* What to do *
The lines from the start of the data through the line with "Please list the" are to be returned verbatim; all later lines are to be omitted.

* Exercise data *
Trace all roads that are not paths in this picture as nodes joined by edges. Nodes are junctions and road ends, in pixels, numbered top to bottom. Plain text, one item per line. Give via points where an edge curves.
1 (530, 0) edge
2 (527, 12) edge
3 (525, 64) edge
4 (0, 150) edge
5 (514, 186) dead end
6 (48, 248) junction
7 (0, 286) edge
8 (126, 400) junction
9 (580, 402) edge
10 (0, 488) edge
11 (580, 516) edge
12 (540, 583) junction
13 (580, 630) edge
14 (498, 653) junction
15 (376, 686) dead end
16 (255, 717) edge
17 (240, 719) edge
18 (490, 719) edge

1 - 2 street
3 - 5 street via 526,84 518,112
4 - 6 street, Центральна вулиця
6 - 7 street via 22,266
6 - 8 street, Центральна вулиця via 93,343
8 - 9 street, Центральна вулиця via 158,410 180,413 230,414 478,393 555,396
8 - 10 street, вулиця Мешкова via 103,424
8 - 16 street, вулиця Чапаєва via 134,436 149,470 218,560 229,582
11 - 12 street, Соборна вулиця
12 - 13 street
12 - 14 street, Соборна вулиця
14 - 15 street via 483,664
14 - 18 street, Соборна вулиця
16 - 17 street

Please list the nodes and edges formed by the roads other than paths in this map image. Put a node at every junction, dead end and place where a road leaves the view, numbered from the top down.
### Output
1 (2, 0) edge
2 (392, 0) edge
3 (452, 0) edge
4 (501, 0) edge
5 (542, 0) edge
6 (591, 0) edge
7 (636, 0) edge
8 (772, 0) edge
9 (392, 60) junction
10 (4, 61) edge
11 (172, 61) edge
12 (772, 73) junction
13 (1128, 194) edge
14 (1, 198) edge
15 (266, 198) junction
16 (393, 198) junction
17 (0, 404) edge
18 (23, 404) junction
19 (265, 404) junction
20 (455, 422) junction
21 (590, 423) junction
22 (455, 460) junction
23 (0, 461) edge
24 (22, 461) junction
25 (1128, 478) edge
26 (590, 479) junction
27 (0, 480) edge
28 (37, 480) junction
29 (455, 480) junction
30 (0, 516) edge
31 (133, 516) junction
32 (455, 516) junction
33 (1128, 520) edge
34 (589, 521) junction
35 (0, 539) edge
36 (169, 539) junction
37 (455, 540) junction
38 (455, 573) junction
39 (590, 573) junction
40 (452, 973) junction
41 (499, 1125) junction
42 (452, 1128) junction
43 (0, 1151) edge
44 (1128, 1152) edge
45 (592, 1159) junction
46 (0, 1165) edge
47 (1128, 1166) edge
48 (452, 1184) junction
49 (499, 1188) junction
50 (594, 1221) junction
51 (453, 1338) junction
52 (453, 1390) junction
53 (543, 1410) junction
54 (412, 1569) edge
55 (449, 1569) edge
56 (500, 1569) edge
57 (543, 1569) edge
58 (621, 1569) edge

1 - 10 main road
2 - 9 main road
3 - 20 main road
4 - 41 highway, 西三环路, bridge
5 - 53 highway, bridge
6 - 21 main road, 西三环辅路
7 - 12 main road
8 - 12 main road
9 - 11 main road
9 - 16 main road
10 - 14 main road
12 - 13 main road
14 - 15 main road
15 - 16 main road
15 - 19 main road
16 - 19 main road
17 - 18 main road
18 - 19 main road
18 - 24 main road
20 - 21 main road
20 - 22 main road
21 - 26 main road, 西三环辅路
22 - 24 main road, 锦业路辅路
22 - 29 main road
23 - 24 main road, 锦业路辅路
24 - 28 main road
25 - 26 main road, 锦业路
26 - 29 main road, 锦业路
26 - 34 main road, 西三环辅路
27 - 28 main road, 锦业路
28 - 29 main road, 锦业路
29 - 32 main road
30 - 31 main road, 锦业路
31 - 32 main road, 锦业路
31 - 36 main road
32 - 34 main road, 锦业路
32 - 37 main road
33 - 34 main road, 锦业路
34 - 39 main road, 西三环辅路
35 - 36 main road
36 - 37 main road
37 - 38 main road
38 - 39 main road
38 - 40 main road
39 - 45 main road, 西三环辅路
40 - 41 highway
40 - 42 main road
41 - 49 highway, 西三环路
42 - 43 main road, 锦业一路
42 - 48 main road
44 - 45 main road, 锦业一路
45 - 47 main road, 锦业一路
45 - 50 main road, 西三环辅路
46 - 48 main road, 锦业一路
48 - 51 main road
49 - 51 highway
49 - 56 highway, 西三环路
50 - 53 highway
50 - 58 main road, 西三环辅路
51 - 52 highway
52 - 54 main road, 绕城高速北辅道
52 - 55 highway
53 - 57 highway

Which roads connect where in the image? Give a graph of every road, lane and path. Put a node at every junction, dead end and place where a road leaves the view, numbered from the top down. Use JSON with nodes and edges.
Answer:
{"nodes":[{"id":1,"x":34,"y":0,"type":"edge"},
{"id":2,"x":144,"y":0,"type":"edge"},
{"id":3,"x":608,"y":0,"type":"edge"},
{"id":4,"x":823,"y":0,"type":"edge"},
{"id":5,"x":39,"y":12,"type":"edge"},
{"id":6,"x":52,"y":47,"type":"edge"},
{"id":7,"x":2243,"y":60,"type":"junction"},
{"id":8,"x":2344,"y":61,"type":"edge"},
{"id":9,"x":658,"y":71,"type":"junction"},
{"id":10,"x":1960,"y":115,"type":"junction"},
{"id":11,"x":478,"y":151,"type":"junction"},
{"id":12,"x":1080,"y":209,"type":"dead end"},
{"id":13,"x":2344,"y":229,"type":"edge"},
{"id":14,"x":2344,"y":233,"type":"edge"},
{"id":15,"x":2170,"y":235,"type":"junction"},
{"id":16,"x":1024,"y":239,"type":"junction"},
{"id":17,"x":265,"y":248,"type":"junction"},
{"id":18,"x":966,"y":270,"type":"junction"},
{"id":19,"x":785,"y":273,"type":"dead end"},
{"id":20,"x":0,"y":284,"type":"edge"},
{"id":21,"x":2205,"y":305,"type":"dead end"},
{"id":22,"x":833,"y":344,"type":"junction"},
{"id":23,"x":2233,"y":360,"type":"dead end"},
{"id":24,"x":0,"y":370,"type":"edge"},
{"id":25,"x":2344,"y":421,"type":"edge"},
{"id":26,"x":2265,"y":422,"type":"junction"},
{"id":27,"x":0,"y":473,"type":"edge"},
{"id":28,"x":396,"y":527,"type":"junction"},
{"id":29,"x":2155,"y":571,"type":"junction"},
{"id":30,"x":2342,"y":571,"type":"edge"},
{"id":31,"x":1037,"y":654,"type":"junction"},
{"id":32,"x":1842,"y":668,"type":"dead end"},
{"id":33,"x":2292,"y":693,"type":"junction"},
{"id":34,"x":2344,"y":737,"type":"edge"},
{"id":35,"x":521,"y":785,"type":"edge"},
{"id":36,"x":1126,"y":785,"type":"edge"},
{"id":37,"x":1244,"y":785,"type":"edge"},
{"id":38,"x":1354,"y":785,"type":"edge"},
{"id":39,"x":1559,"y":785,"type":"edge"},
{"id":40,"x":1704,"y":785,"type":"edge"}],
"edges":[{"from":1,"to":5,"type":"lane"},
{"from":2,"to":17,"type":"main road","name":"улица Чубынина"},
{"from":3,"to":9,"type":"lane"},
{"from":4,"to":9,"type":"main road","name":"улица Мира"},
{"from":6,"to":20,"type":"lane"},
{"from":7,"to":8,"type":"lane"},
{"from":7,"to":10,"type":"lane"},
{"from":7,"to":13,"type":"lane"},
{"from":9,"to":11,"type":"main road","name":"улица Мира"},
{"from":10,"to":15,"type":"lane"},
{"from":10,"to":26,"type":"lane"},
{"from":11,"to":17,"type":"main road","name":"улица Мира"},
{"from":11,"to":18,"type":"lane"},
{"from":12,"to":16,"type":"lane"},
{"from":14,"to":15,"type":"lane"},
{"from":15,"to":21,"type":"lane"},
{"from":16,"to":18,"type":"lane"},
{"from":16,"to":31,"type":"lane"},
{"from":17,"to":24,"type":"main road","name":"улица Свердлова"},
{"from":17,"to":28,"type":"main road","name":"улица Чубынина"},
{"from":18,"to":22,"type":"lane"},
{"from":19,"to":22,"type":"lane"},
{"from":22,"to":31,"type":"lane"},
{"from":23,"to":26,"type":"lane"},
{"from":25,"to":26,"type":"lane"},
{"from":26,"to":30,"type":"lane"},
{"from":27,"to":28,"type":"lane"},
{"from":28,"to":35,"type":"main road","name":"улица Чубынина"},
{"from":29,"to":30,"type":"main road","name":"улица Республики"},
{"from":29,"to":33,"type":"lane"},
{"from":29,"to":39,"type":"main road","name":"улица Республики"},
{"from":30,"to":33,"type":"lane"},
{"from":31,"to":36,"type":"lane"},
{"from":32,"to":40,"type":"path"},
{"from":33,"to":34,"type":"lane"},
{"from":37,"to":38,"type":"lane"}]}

* Worked solution *
Trace all roads that are not paths in this picture as nodes joined by edges. Nodes are junctions and road ends, in pixels, numbered top to bottom. Plain text, one item per line. Give via points where an edge curves.
1 (530, 0) edge
2 (527, 12) edge
3 (525, 64) edge
4 (0, 150) edge
5 (514, 186) dead end
6 (48, 248) junction
7 (0, 286) edge
8 (126, 400) junction
9 (580, 402) edge
10 (0, 488) edge
11 (580, 516) edge
12 (540, 583) junction
13 (580, 630) edge
14 (498, 653) junction
15 (376, 686) dead end
16 (255, 717) edge
17 (240, 719) edge
18 (490, 719) edge

1 - 2 street
3 - 5 street via 526,84 518,112
4 - 6 street, Центральна вулиця
6 - 7 street via 22,266
6 - 8 street, Центральна вулиця via 93,343
8 - 9 street, Центральна вулиця via 158,410 180,413 230,414 478,393 555,396
8 - 10 street, вулиця Мешкова via 103,424
8 - 16 street, вулиця Чапаєва via 134,436 149,470 218,560 229,582
11 - 12 street, Соборна вулиця
12 - 13 street
12 - 14 street, Соборна вулиця
14 - 15 street via 483,664
14 - 18 street, Соборна вулиця
16 - 17 street

Please list the nodes and edges formed by the roads other than paths in this map image. Put a node at every junction, dead end and place where a road leaves the view, numbered from the top down.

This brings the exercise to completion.